Source: Miamiherald.com
Anita Coolie, 46, cast her vote Wednesday in Miami Gardens for the Florida governor’s race, but her mind was on ballots of elections past.
“It reminds you of history, like when we had the first African-American president,” the city custodian said after voting for Andrew Gillum, the first black candidate from a major party to run for governor in Florida. “People like to get that sense of history.”
Coolie’s election-season visit to the North Dade library in Miami Gardens may extend a notable streak for the only early-voting site in Florida’s largest black-majority city. Since the weekend began, the library is the only one out of the county’s 28 early-voting sites to actually see more voters than it did during the same four-day stretch during the 2016 presidential election.
For all the talk of blue waves, President Donald Trump’s energized Republican base helping GOP nominee Ron DeSantis, and record turnout for a governor’s race, the 2018 mid-term election isn’t coming close to the pace voters set in 2016.

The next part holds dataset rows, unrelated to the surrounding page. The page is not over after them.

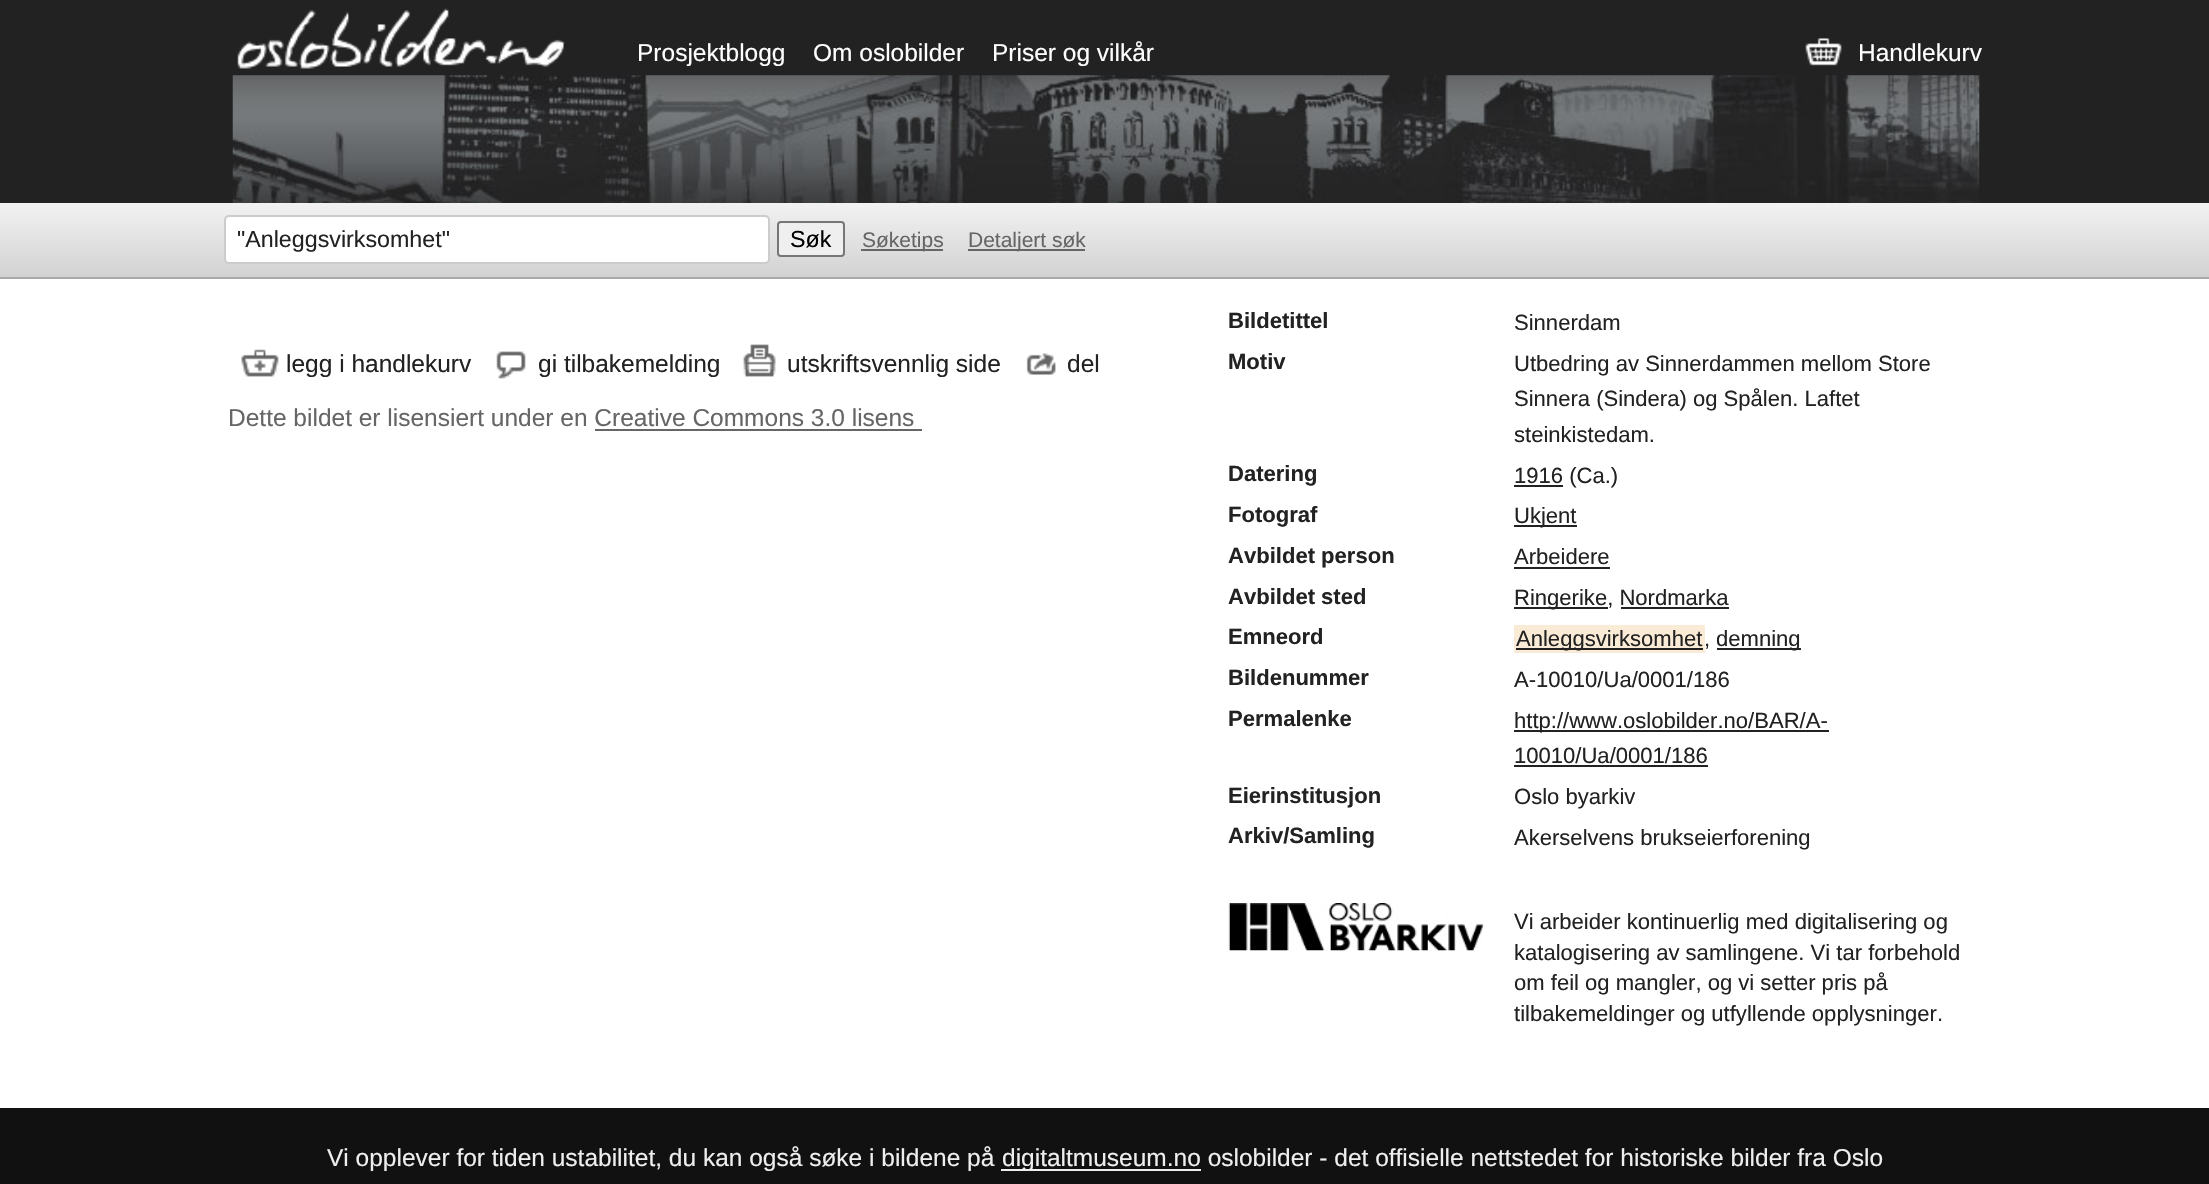 void draw(SkCanvas* canvas) {
    SkPaint paint;
    paint.setAntiAlias(true);
    canvas->clear(0xFFFFFFFF);
    paint.setColor(0xFF222222);
    canvas->drawRect(SkRect::MakeXYWH(0, 0, 2209, 203), paint);
    canvas->drawImageRect(SkImages::DeferredFromEncodedData(SkData::MakeFromFileName("img1.png")), SkRect::MakeXYWH(232, 75, 1748, 128), SkSamplingOptions());
    canvas->drawImageRect(SkImages::DeferredFromEncodedData(SkData::MakeFromFileName("img2.png")), SkRect::MakeXYWH(237, 8, 329, 61), SkSamplingOptions());
    SkFont font1(fontMgr->matchFamilyStyle("Liberation Sans", SkFontStyle::Normal()), 24.5f);
    font1.setSubpixel(true);
    paint.setColor(0xFFFFFFFF);
    canvas->drawString("Prosjektblogg", 637, 61, font1, paint);
    canvas->drawString("Om oslobilder", 813, 61, font1, paint);
    canvas->drawString("Priser og vilkår", 992, 61, font1, paint);
    canvas->drawImageRect(SkImages::DeferredFromEncodedData(SkData::MakeFromFileName("img3.png")), SkRect::MakeXYWH(1805, 38, 37, 28), SkSamplingOptions());
    canvas->drawString("Handlekurv", 1858, 61, font1, paint);
    {
        const SkColor colors[] = {0xFFF2F2F2, 0xFFD2D2D2};
        const float stops[] = {0, 1};
        const SkPoint ends[] = {{1105, 203}, {1105, 277}};
        paint.setShader(SkGradientShader::MakeLinear(ends, colors, stops, 2, SkTileMode::kClamp));
        paint.setAlpha(255);
    }
    canvas->drawRect(SkRect::MakeXYWH(0, 203, 2209, 74), paint);
    paint.setShader(nullptr);
    paint.setColor(0xFFAAAAAA);
    canvas->drawRect(SkRect::MakeXYWH(0, 277, 2209, 2), paint);
    paint.setColor(0xFFFFFFFF);
    canvas->drawRoundRect(SkRect::MakeXYWH(225, 216, 544, 47), 4, 4, paint);
    paint.setStyle(SkPaint::kStroke_Style);
    paint.setStrokeWidth(2);
    paint.setColor(0xFFCCCCCC);
    canvas->drawRoundRect(SkRect::MakeXYWH(225, 216, 544, 47), 4, 4, paint);
    SkFont font2(fontMgr->matchFamilyStyle("Liberation Sans", SkFontStyle::Normal()), 23.25f);
    font2.setSubpixel(true);
    paint.setStyle(SkPaint::kFill_Style);
    paint.setColor(0xFF222222);
    canvas->drawString("\"Anleggsvirksomhet\"", 237, 247, font2, paint);
    paint.setColor(0xFFEFEFEF);
    canvas->drawRoundRect(SkRect::MakeXYWH(778, 222, 66, 34), 3, 3, paint);
    paint.setStyle(SkPaint::kStroke_Style);
    paint.setColor(0xFF767676);
    canvas->drawRoundRect(SkRect::MakeXYWH(778, 222, 66, 34), 3, 3, paint);
    paint.setStyle(SkPaint::kFill_Style);
    paint.setColor(0xFF000000);
    canvas->drawString("Søk", 790, 247, font2, paint);
    paint.setColor(0xFF666666);
    canvas->drawRect(SkRect::MakeXYWH(861, 249, 82, 2), paint);
    SkFont font3(fontMgr->matchFamilyStyle("Liberation Sans", SkFontStyle::Normal()), 21);
    font3.setSubpixel(true);
    canvas->drawString("Søketips", 862, 247, font3, paint);
    canvas->drawRect(SkRect::MakeXYWH(968, 249, 117, 2), paint);
    canvas->drawString("Detaljert søk", 968, 247, font3, paint);
    canvas->drawImageRect(SkImages::DeferredFromEncodedData(SkData::MakeFromFileName("img4.png")), SkRect::MakeXYWH(241, 349, 38, 28), SkSamplingOptions());
    paint.setColor(0xFF222222);
    canvas->drawString("legg i handlekurv", 286, 372, font1, paint);
    canvas->drawImageRect(SkImages::DeferredFromEncodedData(SkData::MakeFromFileName("img5.png")), SkRect::MakeXYWH(496, 351, 30, 28), SkSamplingOptions());
    canvas->drawString("gi tilbakemelding", 538, 372, font1, paint);
    canvas->drawImageRect(SkImages::DeferredFromEncodedData(SkData::MakeFromFileName("img6.png")), SkRect::MakeXYWH(743, 344, 33, 33), SkSamplingOptions());
    canvas->drawString("utskriftsvennlig side", 787, 372, font1, paint);
    canvas->drawImageRect(SkImages::DeferredFromEncodedData(SkData::MakeFromFileName("img7.png")), SkRect::MakeXYWH(1026, 353, 30, 22), SkSamplingOptions());
    canvas->drawString("del", 1067, 372, font1, paint);
    paint.setColor(0xFF666666);
    canvas->drawString("Dette bildet er lisensiert under en Creative Commons 3.0 lisens", 228, 426, font1, paint);
    canvas->drawRect(SkRect::MakeXYWH(595, 429, 327, 2), paint);
    SkFont font4(fontMgr->matchFamilyStyle("Liberation Sans", SkFontStyle::Bold()), 22.05f);
    font4.setSubpixel(true);
    paint.setColor(0xFF222222);
    canvas->drawString("Bildetittel", 1228, 328, font4, paint);
    SkFont font5(fontMgr->matchFamilyStyle("Liberation Sans", SkFontStyle::Normal()), 22.05f);
    font5.setSubpixel(true);
    canvas->drawString("Sinnerdam", 1514, 330, font5, paint);
    canvas->drawString("Motiv", 1228, 369, font4, paint);
    canvas->drawString("Utbedring av Sinnerdammen mellom Store", 1514, 371, font5, paint);
    canvas->drawString("Sinnera (Sindera) og Spålen. Laftet", 1514, 406, font5, paint);
    canvas->drawString("steinkistedam.", 1514, 442, font5, paint);
    canvas->drawString("Datering", 1228, 481, font4, paint);
    canvas->drawRect(SkRect::MakeXYWH(1514, 485, 49, 2), paint);
    canvas->drawString("1916 (Ca.)", 1514, 483, font5, paint);
    canvas->drawString("Fotograf", 1228, 522, font4, paint);
    canvas->drawRect(SkRect::MakeXYWH(1514, 525, 63, 2), paint);
    canvas->drawString("Ukjent", 1514, 523, font5, paint);
    canvas->drawString("Avbildet person", 1228, 563, font4, paint);
    canvas->drawString("Arbeidere", 1514, 564, font5, paint);
    canvas->drawRect(SkRect::MakeXYWH(1514, 567, 96, 2), paint);
    canvas->drawString("Avbildet sted", 1228, 604, font4, paint);
    canvas->drawRect(SkRect::MakeXYWH(1514, 607, 94, 2), paint);
    canvas->drawString("Ringerike, Nordmarka", 1514, 605, font5, paint);
    canvas->drawRect(SkRect::MakeXYWH(1621, 607, 108, 2), paint);
    canvas->drawString("Emneord", 1228, 644, font4, paint);
    paint.setColor(0xFFFAEBD7);
    canvas->drawRect(SkRect::MakeXYWH(1514, 625, 191, 28), paint);
    paint.setColor(0xFF222222);
    canvas->drawRect(SkRect::MakeXYWH(1516, 648, 187, 2), paint);
    canvas->drawString("Anleggsvirksomhet", 1516, 646, font5, paint);
    canvas->drawString(",", 1704, 646, font5, paint);
    canvas->drawRect(SkRect::MakeXYWH(1717, 648, 84, 2), paint);
    canvas->drawString("demning", 1716, 646, font5, paint);
    canvas->drawString("Bildenummer", 1228, 685, font4, paint);
    canvas->drawString("A-10010/Ua/0001/186", 1514, 687, font5, paint);
    canvas->drawString("Permalenke", 1228, 726, font4, paint);
    canvas->drawRect(SkRect::MakeXYWH(1514, 730, 315, 2), paint);
    canvas->drawString("http://www.oslobilder.no/BAR/A-", 1514, 728, font5, paint);
    canvas->drawString("10010/Ua/0001/186", 1514, 763, font5, paint);
    canvas->drawRect(SkRect::MakeXYWH(1514, 765, 194, 2), paint);
    canvas->drawString("Eierinstitusjon", 1228, 803, font4, paint);
    canvas->drawString("Oslo byarkiv", 1514, 804, font5, paint);
    canvas->drawString("Arkiv/Samling", 1228, 843, font4, paint);
    canvas->drawString("Akerselvens brukseierforening", 1514, 845, font5, paint);
    canvas->drawImageRect(SkImages::DeferredFromEncodedData(SkData::MakeFromFileName("img8.png")), SkRect::MakeXYWH(1228, 903, 256, 48), SkSamplingOptions());
    canvas->drawString("Vi arbeider kontinuerlig med digitalisering og", 1514, 929, font5, paint);
    canvas->drawString("katalogisering av samlingene. Vi tar forbehold", 1514, 960, font5, paint);
    canvas->drawString("om feil og mangler, og vi setter pris på", 1514, 990, font5, paint);
    canvas->drawString("tilbakemeldinger og utfyllende opplysninger.", 1514, 1021, font5, paint);
    paint.setColor(0xFF111111);
    canvas->drawRect(SkRect::MakeXYWH(0, 1108, 2209, 76), paint);
    paint.setColor(0xFFEEEEEE);
    canvas->drawString("Vi opplever for tiden ustabilitet, du kan også søke i bildene på", 327, 1166, font1, paint);
    canvas->drawRect(SkRect::MakeXYWH(1001, 1169, 200, 2), paint);
    canvas->drawString("digitaltmuseum.no oslobilder - det offisielle nettstedet for historiske bilder fra Oslo", 1002, 1166, font1, paint);
}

That’s typical for “off-year” elections, the term for the national elections that fall in the middle of a presidential term. While turnout topped 70 percent in Miami-Dade when Trump faced Hillary Clinton in 2016, it simmered around 40 percent when Gov. Rick Scott ran against former governor Charlie Crist in 2014.
Following heavy turnout in the August primary, Miami-Dade’s Elections Department expects this off-year election to break records in the mid-term category and generate 60 percent turnout. Through Tuesday, early voting is up more than 160 percent from its 2014 levels with more than 155,000 ballots cast in person. In fact, by the time polls closed Monday more people had voted early in 2018 than had in all of 2014.
But even with a quickened pace, the average early-vote site in Miami-Dade is down 41 percent from its 2016 presidential pace. Then there is the North Dade library, where the overall drop-off from two years ago is just below 18 percent. That’s the lowest in the county.
For the four days that ended Tuesday, 393 more voters turned up at the North Dade library than did in 2016. Every other early-voting site in Miami-Dade had a deficit for those four days.
“Most people are coming in here to vote for Gillum,” said Elizabeth Judd, a political consultant broadcasting a slate of her preferred candidates from a tent set up outside the North Dade library. “Everyone else is an afterthought.”
So far, Republicans are ahead in early balloting statewide. Through Tuesday, about 3.4 million ballots have been submitted in person or by mail. About 42 percent have been cast by Republicans and 40 percent by Democrats. Voters without a party make up almost all of the rest, leaving independents to sway what’s looking like close elections for governor and in the Senate race between Scott and the incumbent Democrat, Bill Nelson.
In Miami-Dade, about 340,000 people have voted through mail-in ballots and early-voting in person. Democrats have cast 44 percent of the ballots, and Republicans 35 percent of them. That leaves about 21 percent for people without party registration.
The totals give Democrats the advantage, but Republicans actually have the enthusiasm edge since they make up only about 26 percent of the county’s 1.4 million registered voters. While Republicans are overperforming in Miami-Dade so far, Democrats are roughly matching their 44 percent share of the electorate.
Gillum spent part of his childhood in South Dade, and now serves as mayor of Tallahassee. DeSantis, a former congressman from Palm Coast, picked a Miami-Dade lawmaker representing Kendall as his running mate, Rep. Jeanette Nuñez.
Joe Martinez, a Miami-Dade commissioner from the same area, has been campaigning with Nuñez and said he’s skeptical that Democrats are going to show much more interest in an off-year election than Republicans will.
“It’s the same thing as always: lukewarm,” Martinez said of voter enthusiasm. “But it’s been lukewarm for years. I think the media has enthusiasm for Democrats. But I don’t see it on the street.”
Miami Gardens is hardly a battlefield, since it’s a heavily Democratic area that gave Clinton three of her five best Miami-Dade precincts in 2016. (In one, Clinton received 1,184 votes and Trump got 35.)
Heavy turnout for early voting also doesn’t mean anything will look remarkable once the final votes are counted. In 2016, Democrats were encouraged by strong turnout early only to see a lackluster showing on Election Day, said Steve Schale, a Democratic consultant in Florida.
“Election Day turned out not to be as robust as people thought it would be,” he said. “On Election Night, a lot of pundits kept saying Florida was still in play because so many precincts in South Florida hadn’t reported yet. But most of the voters in those precincts had already voted.”